*** Opening RECORDS PROVIDED ***
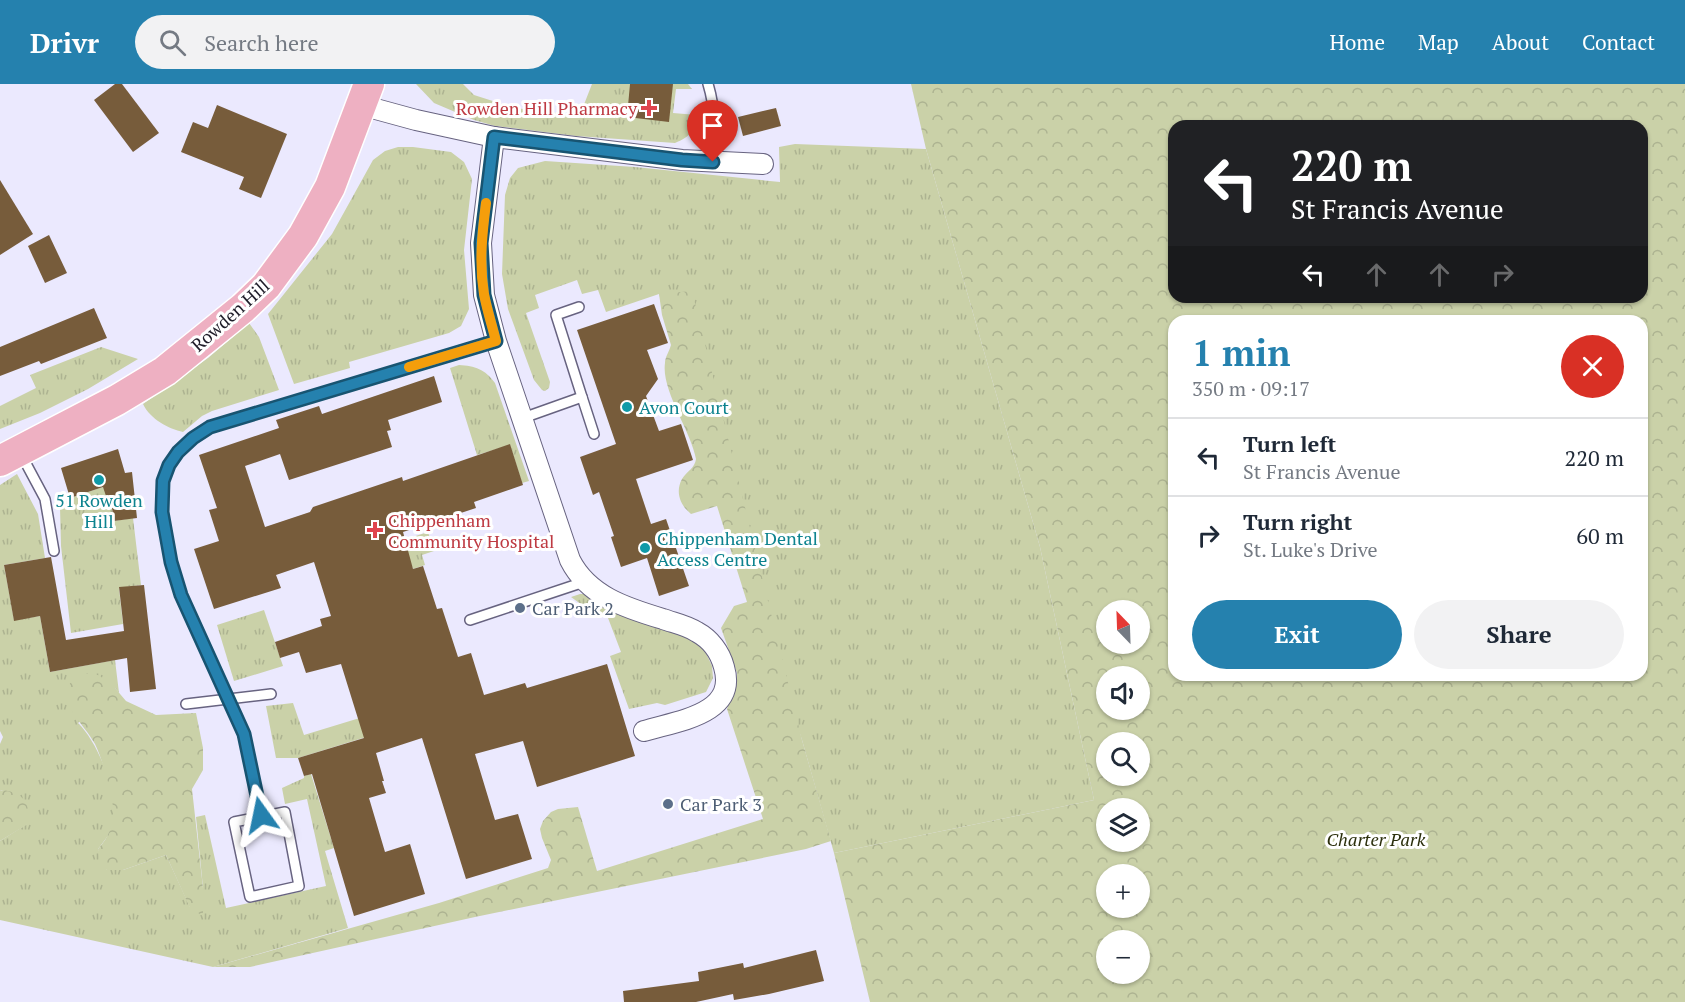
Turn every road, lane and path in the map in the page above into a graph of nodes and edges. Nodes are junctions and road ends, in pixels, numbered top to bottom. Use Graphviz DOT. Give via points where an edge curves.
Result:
graph roads {
  1 [pos="708,84"];
  2 [pos="365,94"];
  3 [pos="494,137"];
  4 [pos="713,162"];
  5 [pos="763,164"];
  6 [pos="579,307"];
  7 [pos="496,341"];
  8 [pos="582,398"];
  9 [pos="523,418"];
  10 [pos="594,434"];
  11 [pos="9,456"];
  12 [pos="54,551"];
  13 [pos="584,582"];
  14 [pos="470,620"];
  15 [pos="271,694"];
  16 [pos="228,700"];
  17 [pos="186,704"];
  18 [pos="644,731"];
  19 [pos="261,815"];
  1 -- 4 [label="lane" via="716,128"];
  2 -- 3 [label="street" via="416,120"];
  2 -- 11 [label="main road, Rowden Hill" via="326,195 303,236 266,286 165,371"];
  3 -- 4 [label="street"];
  3 -- 7 [label="street" via="481,243 484,295"];
  4 -- 5 [label="street"];
  6 -- 8 [label="lane" via="556,315"];
  7 -- 9 [label="street"];
  7 -- 16 [label="lane" via="210,427 178,452 163,481 162,512 171,562 181,595"];
  8 -- 9 [label="lane"];
  8 -- 10 [label="lane"];
  9 -- 13 [label="street" via="563,542"];
  11 -- 12 [label="lane" via="33,473 45,498"];
  13 -- 14 [label="lane"];
  13 -- 18 [label="street" via="612,600 696,631 711,643 722,661 725,691 717,705"];
  15 -- 16 [label="lane"];
  16 -- 17 [label="lane"];
  16 -- 19 [label="lane" via="244,734"];
  19 -- 19 [label="lane" via="234,822 250,897 299,886 285,812"];
}
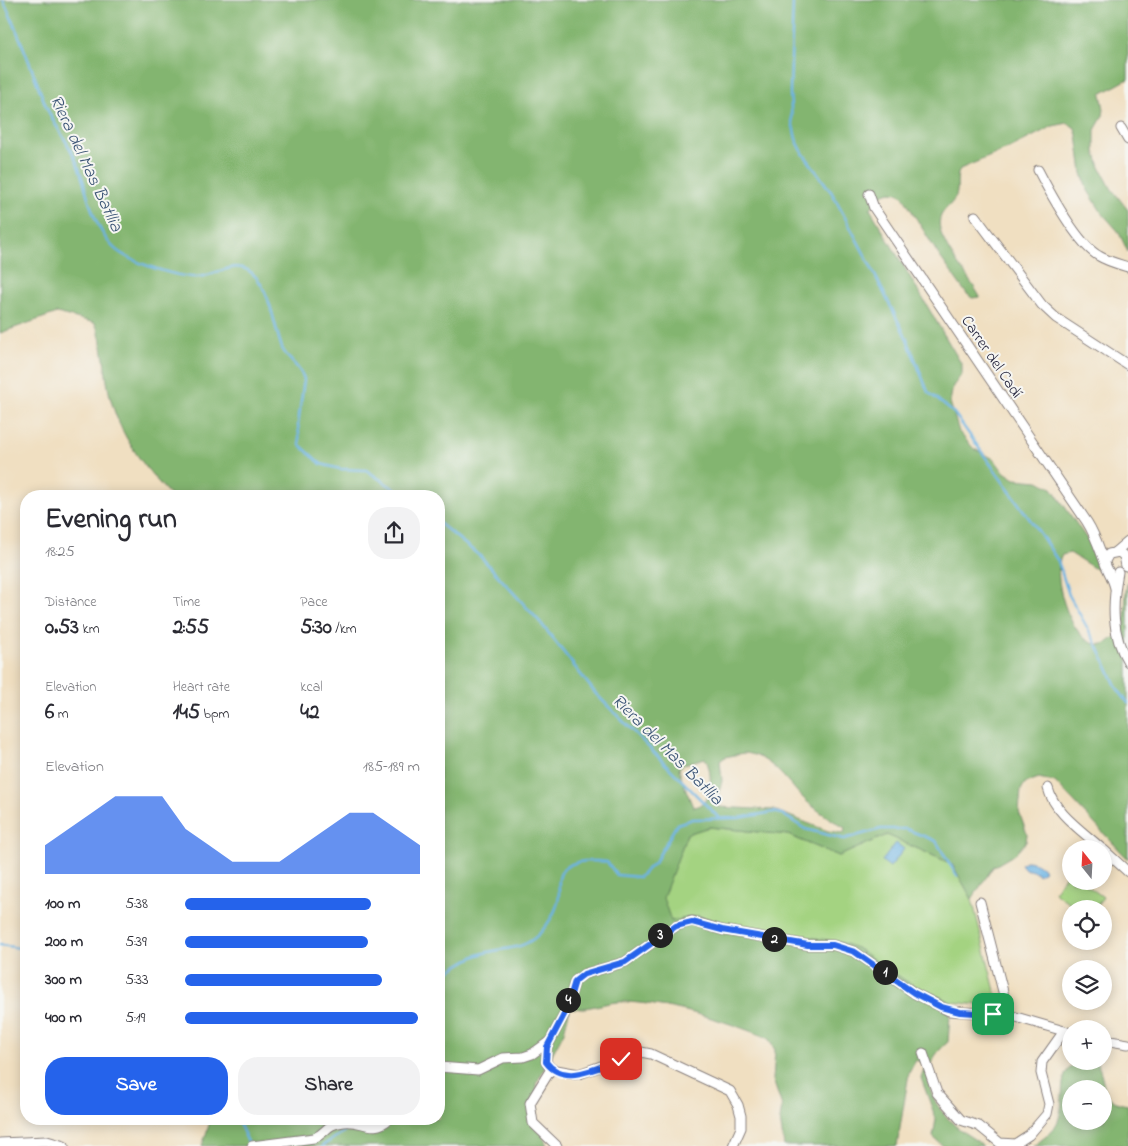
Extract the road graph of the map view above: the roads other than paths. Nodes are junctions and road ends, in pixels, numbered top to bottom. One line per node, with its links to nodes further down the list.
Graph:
*** Closing RECORDS PROVIDED ***
- _WHAT IS EXPECTED_
Wherever a line in the records contains the word "bottom", copy that line.

- _FINISHED EXERCISE_
Turn every road, lane and path in the map in the page above into a graph of nodes and edges. Nodes are junctions and road ends, in pixels, numbered top to bottom. Use Graphviz DOT. Give via points where an edge curves.
Extract the road graph of the map view above: the roads other than paths. Nodes are junctions and road ends, in pixels, numbered top to bottom. One line per node, with its links to nodes further down the list.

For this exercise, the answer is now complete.